--- Task brief ---
Every single entry that follows is to be retyped exactly.

--- The data ---

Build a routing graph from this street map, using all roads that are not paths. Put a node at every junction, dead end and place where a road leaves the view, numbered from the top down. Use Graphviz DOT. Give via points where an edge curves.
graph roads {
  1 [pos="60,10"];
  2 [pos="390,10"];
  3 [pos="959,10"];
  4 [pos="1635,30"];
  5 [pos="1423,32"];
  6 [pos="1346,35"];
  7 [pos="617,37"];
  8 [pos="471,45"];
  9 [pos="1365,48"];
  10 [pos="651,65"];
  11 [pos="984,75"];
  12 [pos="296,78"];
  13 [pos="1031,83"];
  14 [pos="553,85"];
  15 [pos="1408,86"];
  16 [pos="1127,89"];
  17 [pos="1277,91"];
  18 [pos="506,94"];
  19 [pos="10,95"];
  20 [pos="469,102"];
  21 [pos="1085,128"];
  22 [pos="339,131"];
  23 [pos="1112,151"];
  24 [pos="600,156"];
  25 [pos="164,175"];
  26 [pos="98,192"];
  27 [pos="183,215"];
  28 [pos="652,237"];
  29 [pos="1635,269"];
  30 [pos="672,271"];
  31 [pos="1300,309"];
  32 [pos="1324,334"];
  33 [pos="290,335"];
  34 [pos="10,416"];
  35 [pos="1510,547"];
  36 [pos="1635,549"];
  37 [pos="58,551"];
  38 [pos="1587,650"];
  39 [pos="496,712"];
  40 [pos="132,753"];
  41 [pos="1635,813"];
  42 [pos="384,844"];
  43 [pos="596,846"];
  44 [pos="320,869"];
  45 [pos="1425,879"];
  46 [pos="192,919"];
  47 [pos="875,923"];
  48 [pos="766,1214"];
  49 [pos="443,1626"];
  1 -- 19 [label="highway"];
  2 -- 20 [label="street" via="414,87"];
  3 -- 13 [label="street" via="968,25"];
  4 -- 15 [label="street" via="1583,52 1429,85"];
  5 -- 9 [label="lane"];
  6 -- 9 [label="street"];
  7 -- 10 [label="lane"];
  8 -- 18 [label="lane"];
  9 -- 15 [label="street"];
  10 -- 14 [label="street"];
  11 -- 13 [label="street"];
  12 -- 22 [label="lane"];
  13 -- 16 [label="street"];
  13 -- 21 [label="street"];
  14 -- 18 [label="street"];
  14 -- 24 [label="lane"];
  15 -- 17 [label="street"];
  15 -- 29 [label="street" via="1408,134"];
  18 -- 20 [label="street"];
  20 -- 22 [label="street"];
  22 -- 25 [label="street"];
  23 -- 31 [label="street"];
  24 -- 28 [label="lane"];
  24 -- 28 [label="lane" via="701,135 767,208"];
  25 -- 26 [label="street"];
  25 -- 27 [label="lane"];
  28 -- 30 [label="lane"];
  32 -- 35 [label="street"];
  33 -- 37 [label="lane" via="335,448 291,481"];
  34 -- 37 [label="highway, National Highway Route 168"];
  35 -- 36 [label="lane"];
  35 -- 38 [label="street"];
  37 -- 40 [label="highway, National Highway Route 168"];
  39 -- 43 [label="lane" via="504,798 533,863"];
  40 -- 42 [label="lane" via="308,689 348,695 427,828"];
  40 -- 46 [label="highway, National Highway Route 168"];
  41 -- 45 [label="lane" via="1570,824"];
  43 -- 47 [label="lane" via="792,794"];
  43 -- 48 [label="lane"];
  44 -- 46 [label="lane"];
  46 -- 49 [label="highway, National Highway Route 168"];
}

--- Answer to the exercise ---
Build a routing graph from this street map, using all roads that are not paths. Put a node at every junction, dead end and place where a road leaves the view, numbered from the top down. Use Graphviz DOT. Give via points where an edge curves.
graph roads {
  1 [pos="60,10"];
  2 [pos="390,10"];
  3 [pos="959,10"];
  4 [pos="1635,30"];
  5 [pos="1423,32"];
  6 [pos="1346,35"];
  7 [pos="617,37"];
  8 [pos="471,45"];
  9 [pos="1365,48"];
  10 [pos="651,65"];
  11 [pos="984,75"];
  12 [pos="296,78"];
  13 [pos="1031,83"];
  14 [pos="553,85"];
  15 [pos="1408,86"];
  16 [pos="1127,89"];
  17 [pos="1277,91"];
  18 [pos="506,94"];
  19 [pos="10,95"];
  20 [pos="469,102"];
  21 [pos="1085,128"];
  22 [pos="339,131"];
  23 [pos="1112,151"];
  24 [pos="600,156"];
  25 [pos="164,175"];
  26 [pos="98,192"];
  27 [pos="183,215"];
  28 [pos="652,237"];
  29 [pos="1635,269"];
  30 [pos="672,271"];
  31 [pos="1300,309"];
  32 [pos="1324,334"];
  33 [pos="290,335"];
  34 [pos="10,416"];
  35 [pos="1510,547"];
  36 [pos="1635,549"];
  37 [pos="58,551"];
  38 [pos="1587,650"];
  39 [pos="496,712"];
  40 [pos="132,753"];
  41 [pos="1635,813"];
  42 [pos="384,844"];
  43 [pos="596,846"];
  44 [pos="320,869"];
  45 [pos="1425,879"];
  46 [pos="192,919"];
  47 [pos="875,923"];
  48 [pos="766,1214"];
  49 [pos="443,1626"];
  1 -- 19 [label="highway"];
  2 -- 20 [label="street" via="414,87"];
  3 -- 13 [label="street" via="968,25"];
  4 -- 15 [label="street" via="1583,52 1429,85"];
  5 -- 9 [label="lane"];
  6 -- 9 [label="street"];
  7 -- 10 [label="lane"];
  8 -- 18 [label="lane"];
  9 -- 15 [label="street"];
  10 -- 14 [label="street"];
  11 -- 13 [label="street"];
  12 -- 22 [label="lane"];
  13 -- 16 [label="street"];
  13 -- 21 [label="street"];
  14 -- 18 [label="street"];
  14 -- 24 [label="lane"];
  15 -- 17 [label="street"];
  15 -- 29 [label="street" via="1408,134"];
  18 -- 20 [label="street"];
  20 -- 22 [label="street"];
  22 -- 25 [label="street"];
  23 -- 31 [label="street"];
  24 -- 28 [label="lane"];
  24 -- 28 [label="lane" via="701,135 767,208"];
  25 -- 26 [label="street"];
  25 -- 27 [label="lane"];
  28 -- 30 [label="lane"];
  32 -- 35 [label="street"];
  33 -- 37 [label="lane" via="335,448 291,481"];
  34 -- 37 [label="highway, National Highway Route 168"];
  35 -- 36 [label="lane"];
  35 -- 38 [label="street"];
  37 -- 40 [label="highway, National Highway Route 168"];
  39 -- 43 [label="lane" via="504,798 533,863"];
  40 -- 42 [label="lane" via="308,689 348,695 427,828"];
  40 -- 46 [label="highway, National Highway Route 168"];
  41 -- 45 [label="lane" via="1570,824"];
  43 -- 47 [label="lane" via="792,794"];
  43 -- 48 [label="lane"];
  44 -- 46 [label="lane"];
  46 -- 49 [label="highway, National Highway Route 168"];
}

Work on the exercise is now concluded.